• WHAT YOU HAVE TO DO: Your response must be made up of each line in the data below that contains the string "highway".
--- DATA EXTRACT ---
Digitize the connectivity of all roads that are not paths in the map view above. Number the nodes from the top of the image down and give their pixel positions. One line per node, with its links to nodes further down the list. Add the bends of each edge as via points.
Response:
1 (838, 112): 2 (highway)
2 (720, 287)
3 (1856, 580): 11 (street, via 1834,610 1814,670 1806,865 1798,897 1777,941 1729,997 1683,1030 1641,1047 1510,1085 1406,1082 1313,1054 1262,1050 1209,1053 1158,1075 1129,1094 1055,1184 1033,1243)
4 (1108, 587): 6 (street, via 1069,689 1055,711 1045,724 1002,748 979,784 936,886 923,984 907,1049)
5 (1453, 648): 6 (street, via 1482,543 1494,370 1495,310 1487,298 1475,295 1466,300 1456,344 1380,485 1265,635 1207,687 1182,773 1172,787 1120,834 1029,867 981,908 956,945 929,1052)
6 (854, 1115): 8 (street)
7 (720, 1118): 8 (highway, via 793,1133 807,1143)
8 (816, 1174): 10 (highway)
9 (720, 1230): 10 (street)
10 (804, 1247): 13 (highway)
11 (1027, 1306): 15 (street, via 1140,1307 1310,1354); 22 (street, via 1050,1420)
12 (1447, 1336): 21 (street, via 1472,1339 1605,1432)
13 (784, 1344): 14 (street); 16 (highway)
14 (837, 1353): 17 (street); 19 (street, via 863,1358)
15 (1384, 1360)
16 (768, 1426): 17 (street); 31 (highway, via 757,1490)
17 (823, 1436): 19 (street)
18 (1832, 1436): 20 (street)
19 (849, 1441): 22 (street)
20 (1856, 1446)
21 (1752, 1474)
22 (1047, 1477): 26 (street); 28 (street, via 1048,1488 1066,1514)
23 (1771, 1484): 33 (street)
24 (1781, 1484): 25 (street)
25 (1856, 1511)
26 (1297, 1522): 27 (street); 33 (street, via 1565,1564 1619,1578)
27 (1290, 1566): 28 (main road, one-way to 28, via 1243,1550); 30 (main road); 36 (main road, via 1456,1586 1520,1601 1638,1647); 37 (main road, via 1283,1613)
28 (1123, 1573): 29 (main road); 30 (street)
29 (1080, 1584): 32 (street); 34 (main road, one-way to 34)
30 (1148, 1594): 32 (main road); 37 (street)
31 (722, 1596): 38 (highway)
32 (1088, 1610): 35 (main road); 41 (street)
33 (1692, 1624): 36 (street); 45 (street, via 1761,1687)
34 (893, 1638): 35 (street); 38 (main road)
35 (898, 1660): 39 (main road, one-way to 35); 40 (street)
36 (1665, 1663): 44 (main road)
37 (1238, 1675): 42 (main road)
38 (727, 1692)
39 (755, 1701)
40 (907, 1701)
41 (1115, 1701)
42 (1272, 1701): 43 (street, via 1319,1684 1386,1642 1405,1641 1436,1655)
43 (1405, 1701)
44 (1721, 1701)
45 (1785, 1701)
---
• WRITTEN RESPONSE:
1 (838, 112): 2 (highway)
7 (720, 1118): 8 (highway, via 793,1133 807,1143)
8 (816, 1174): 10 (highway)
10 (804, 1247): 13 (highway)
13 (784, 1344): 14 (street); 16 (highway)
16 (768, 1426): 17 (street); 31 (highway, via 757,1490)
31 (722, 1596): 38 (highway)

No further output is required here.